Someone Else

This one is a little strange.  I think I was reading The Stranger at the time.

             I have a scar on my cheek near my mouth. It’s a small semicircle shaped depression. It’s as much a part of me as my nose or my teeth and I don’t think about it. Yesterday I went to school and I walked to my locker. On the way, my hair got into my eyes. I didn’t realize how long it was but now I need to cut it. It curls at the very bottom but the rest is straight. I wish it were either all straight or all curly; right now it goes to my eyeballs and then curls right into them. Every time I shake my head, my hair pokes me in the eye. Opening my locker is difficult. The lock isn’t a problem; it opens every time. In fact, sometimes I know I did the code wrong but it opens anyway. The difficulty comes afterward. A latch in the locking mechanism catches on the frame and doesn’t come free until it wants to. I can kick and jiggle and cajole and shove and shake but the only thing that opens the locker is when someone helps me. I try and try but as soon as someone else comes along to help, it opens. Even if they just watch, it opens. I only have trouble when I’m alone.
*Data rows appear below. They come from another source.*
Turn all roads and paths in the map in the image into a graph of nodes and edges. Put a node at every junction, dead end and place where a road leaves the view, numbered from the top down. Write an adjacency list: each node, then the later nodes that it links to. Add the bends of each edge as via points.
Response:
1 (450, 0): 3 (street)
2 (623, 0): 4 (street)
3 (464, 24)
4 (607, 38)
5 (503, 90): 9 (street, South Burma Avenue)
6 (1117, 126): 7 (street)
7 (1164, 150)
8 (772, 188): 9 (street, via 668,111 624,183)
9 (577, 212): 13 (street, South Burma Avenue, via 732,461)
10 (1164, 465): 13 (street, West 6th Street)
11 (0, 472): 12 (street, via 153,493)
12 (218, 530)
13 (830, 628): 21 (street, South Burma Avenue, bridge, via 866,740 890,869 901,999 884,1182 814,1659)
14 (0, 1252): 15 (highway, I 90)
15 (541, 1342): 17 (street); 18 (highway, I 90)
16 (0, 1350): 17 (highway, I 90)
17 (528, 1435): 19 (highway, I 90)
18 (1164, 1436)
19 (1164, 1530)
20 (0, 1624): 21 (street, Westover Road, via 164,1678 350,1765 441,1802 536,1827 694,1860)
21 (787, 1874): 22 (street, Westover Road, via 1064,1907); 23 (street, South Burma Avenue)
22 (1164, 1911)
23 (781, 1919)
            My first class is right across from the locker. The class is always empty when I arrive. The teacher is sometimes there but I’m always the first student. I sit on the inside by the door but you can’t see me from the hallway. The teacher doesn’t talk to me very much before class starts. I sit in my seat where you can’t see me and I take out my books. I take them out slowly so that I’m not bored before class starts. It doesn’t help. Soon more people come but no one looks at my spot near the door. Once the rest of the class comes, you can’t even see me from inside the class. I sit in the back and I look out the window across the room. By halfway through the class the sun rises and points through a space under a thick railing on the roof of the building outside the window and across the street. It starts under the building and I can’t see it but it gets lighter and lighter. The sun moves so slowly. It floats up and then peeks out a little bit. Sometimes I see it go back a little. Then it rises a little more and it’s there to stay. About half of it fits through the space under the railing so I never see the whole thing at once. That’s because when it rises above the railing I can’t see it from my window.

            It peeks out like a cat. It hurts my eyes a little to look but sometimes there’s a cloud in front. Those times are the best because I can look straight at the sun as it goes past the peephole. When it gets to the middle, that is, when the sun is centered on the peephole, nobody knows but me. Even if they put the shade down on the window, I know when it gets to the middle. Every time the sun is in that center spot, the people in the room act different. I’m the only one who can notice. First, I thought it was only me: I played with my hair more. One specific time I realized that I played with my hair more when the sun reached the center spot. Then I looked at everyone else. They were all moving around in some way. I focused on every person. Each one looked ridiculous, or normal. One tapped a foot. One rolled fingers. One scratched. One moved an elbow in an extraordinary way. By themselves, the movements were laughable and sad, but not out of place. When I let my eyes relax, I saw it differently. I took in the whole scene at once: the panoramic view. I saw everyone in a pulsing and irregular rhythm, which was at once ordered and disgusting. Nobody knew that they all moved with each other and against each other. Nobody knew or they all knew, nobody tried or they all pretended. The sun attained its center spot and continued onwards, slowly leaving the peephole.

            The light doesn’t cause the unrest. One day the shades were closed but the same thing happened at the same time as the day before, only a minute later. When the sun does leave the peephole completely the room gets a little darker, even though the day is older. The movements slow down and stop. Everyone is tired and a little sheepish. How is that possible? Do they know? I know, but they can’t see me. I wonder what would happen if I told everyone or even if I shouted: probably nothing. Afterwards I would taste the silence and wonder if noise had ever issued forth from my mouth, near my semicircular depression.